Already an accomplished artist with his works internationally known, Michael took a origami masters class with Yoshizawa in Ossining, NY. Familiar with Japanese protocol and Yoshizawa’s reputation as a renowned Master, LaFosse quietly and humbly participated in the class. “If I had anything to show the master it would not be through my original creations, but rather through my efforts under his direction
in this class.” As Yoshizawa observed each of the participants’ work, he would offer criticism. When he saw Michael’s project,Yoshizawa spontaneously hugged Michael with praise.

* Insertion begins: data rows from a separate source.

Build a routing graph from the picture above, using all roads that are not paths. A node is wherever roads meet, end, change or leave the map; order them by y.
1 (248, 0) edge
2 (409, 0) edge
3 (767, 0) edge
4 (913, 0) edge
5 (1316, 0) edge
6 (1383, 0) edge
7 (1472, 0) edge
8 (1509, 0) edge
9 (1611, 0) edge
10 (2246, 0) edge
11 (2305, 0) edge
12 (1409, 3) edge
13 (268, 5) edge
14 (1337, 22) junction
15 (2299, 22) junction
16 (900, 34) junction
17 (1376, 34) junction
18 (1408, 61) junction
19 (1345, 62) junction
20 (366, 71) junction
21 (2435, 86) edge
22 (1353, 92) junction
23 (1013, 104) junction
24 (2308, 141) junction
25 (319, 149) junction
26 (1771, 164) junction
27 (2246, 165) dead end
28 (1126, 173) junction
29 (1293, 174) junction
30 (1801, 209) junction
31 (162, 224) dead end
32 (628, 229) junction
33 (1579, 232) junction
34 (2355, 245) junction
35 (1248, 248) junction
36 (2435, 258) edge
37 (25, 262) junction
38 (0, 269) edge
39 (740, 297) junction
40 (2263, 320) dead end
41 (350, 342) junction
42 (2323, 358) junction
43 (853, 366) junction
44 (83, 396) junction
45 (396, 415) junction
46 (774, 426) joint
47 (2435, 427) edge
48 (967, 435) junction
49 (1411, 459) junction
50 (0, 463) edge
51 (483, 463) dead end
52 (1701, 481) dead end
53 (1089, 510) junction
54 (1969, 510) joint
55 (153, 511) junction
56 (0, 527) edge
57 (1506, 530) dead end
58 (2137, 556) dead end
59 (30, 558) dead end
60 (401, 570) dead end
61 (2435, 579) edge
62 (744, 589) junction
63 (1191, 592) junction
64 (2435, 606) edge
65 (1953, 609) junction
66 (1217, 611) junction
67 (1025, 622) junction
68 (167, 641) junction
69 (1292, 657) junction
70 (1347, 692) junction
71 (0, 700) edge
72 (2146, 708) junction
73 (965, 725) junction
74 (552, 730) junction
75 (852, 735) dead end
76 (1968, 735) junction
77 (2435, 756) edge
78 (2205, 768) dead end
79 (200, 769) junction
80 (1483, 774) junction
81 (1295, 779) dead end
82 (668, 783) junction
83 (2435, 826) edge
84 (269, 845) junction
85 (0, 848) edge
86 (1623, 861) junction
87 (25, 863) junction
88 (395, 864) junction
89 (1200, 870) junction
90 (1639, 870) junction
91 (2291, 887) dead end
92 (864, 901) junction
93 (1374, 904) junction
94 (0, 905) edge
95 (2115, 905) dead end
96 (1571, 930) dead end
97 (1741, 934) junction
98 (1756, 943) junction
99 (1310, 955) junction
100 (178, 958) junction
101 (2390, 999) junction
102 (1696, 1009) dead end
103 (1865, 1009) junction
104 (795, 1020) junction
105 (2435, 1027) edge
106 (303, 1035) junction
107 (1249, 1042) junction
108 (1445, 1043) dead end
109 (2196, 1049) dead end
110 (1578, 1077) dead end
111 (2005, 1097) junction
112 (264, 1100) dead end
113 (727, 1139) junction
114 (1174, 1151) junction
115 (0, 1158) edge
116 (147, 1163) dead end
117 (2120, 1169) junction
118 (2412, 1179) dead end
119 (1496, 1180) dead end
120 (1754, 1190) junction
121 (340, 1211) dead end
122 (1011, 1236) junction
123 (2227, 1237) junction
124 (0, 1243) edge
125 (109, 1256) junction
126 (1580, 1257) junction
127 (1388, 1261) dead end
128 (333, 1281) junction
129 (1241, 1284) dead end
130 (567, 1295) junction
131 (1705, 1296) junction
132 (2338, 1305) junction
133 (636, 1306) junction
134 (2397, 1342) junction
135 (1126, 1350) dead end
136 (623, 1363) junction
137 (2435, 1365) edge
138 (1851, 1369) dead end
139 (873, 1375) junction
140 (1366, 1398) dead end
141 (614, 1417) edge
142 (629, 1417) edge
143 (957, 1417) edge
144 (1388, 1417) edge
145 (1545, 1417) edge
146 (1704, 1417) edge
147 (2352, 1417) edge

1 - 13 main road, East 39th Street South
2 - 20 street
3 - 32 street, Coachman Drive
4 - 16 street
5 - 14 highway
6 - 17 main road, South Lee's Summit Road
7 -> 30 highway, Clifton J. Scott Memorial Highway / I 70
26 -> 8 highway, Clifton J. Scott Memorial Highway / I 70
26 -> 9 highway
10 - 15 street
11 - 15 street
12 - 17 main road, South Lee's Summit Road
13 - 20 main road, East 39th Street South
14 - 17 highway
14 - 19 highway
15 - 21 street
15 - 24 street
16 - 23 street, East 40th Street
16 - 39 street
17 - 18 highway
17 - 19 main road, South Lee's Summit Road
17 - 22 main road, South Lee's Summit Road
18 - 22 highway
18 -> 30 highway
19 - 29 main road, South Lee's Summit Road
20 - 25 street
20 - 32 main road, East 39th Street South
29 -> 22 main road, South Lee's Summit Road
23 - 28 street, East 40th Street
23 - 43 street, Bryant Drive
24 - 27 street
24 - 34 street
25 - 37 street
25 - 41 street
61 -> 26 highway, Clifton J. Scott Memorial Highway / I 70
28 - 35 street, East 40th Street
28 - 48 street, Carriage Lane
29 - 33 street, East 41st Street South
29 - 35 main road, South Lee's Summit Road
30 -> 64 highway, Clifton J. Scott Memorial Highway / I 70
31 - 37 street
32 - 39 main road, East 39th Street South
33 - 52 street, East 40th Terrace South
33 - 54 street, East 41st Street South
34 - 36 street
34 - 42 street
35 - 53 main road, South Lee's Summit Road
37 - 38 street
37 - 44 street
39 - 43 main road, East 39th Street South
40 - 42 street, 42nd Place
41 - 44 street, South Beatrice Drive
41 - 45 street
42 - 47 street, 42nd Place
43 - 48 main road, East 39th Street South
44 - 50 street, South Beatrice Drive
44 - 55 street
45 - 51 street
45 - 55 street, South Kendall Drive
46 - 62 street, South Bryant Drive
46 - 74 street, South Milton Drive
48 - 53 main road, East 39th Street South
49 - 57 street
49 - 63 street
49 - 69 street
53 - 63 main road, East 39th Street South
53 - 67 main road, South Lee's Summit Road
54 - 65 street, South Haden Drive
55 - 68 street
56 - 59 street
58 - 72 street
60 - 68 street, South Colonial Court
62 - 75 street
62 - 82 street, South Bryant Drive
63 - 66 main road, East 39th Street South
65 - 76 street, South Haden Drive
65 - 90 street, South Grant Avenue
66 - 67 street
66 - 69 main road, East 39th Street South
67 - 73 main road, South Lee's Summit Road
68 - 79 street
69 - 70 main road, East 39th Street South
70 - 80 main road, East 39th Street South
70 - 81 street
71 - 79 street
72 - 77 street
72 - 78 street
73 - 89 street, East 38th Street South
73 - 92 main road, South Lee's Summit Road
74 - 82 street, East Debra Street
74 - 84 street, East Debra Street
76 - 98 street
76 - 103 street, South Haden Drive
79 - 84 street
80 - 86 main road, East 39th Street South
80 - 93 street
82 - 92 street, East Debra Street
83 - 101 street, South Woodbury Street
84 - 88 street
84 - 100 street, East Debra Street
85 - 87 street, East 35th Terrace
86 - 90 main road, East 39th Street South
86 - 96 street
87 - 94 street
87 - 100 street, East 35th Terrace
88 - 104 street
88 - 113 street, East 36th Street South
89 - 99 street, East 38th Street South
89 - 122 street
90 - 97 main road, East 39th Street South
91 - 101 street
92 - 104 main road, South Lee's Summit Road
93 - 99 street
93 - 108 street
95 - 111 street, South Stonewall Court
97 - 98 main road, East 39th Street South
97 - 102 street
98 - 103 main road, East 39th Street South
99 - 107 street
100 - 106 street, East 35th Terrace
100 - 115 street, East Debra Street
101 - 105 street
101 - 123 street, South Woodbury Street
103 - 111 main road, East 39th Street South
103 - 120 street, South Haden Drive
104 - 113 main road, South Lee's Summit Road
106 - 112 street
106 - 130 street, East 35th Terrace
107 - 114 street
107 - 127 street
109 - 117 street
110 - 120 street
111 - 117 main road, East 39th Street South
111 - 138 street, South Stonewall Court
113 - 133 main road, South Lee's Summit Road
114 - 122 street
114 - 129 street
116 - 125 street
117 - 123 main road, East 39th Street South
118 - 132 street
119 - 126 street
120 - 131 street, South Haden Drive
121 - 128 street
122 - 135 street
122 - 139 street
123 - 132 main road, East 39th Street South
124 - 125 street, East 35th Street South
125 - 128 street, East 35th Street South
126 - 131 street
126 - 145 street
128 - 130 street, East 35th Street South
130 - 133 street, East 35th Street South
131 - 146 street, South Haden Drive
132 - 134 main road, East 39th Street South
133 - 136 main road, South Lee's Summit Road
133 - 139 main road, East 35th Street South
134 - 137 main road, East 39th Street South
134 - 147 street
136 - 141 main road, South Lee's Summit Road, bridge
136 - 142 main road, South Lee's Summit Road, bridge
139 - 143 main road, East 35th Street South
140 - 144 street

Originally, Akira Yoshizawa worked as a draftsman in an iron fabrication plant. His powerful mind was able to visualize angles and geometric structures. It was a natural step to document his prolific output of creative origami designs, resulting in some of the earliest published origami. He developed the standardized diagramming system still used today. By melding these technical abilities over a lifetime of close observation of nature and meditative expressiveness, Yoshizawa has created a body of original designs that were, and are still a great inspiration to LaFosse.
Michael’s 1995 meeting with Yoshizawa was arranged formally. Finally, in the Tokyo studio, Michael showed the master the tattered, yellowed copy of the original Reader’s Digest article from 1970. It was an emotional moment and brought tears to Yoshizawa’s eyes. More recently, in 1997, Michael arranged for Mr. and Mrs. Yoshizawa to return to the United States, with an extensive exhibit of Yoshizawa’s original origami at the Peabody-Essex Museum in Salem, Massachusetts.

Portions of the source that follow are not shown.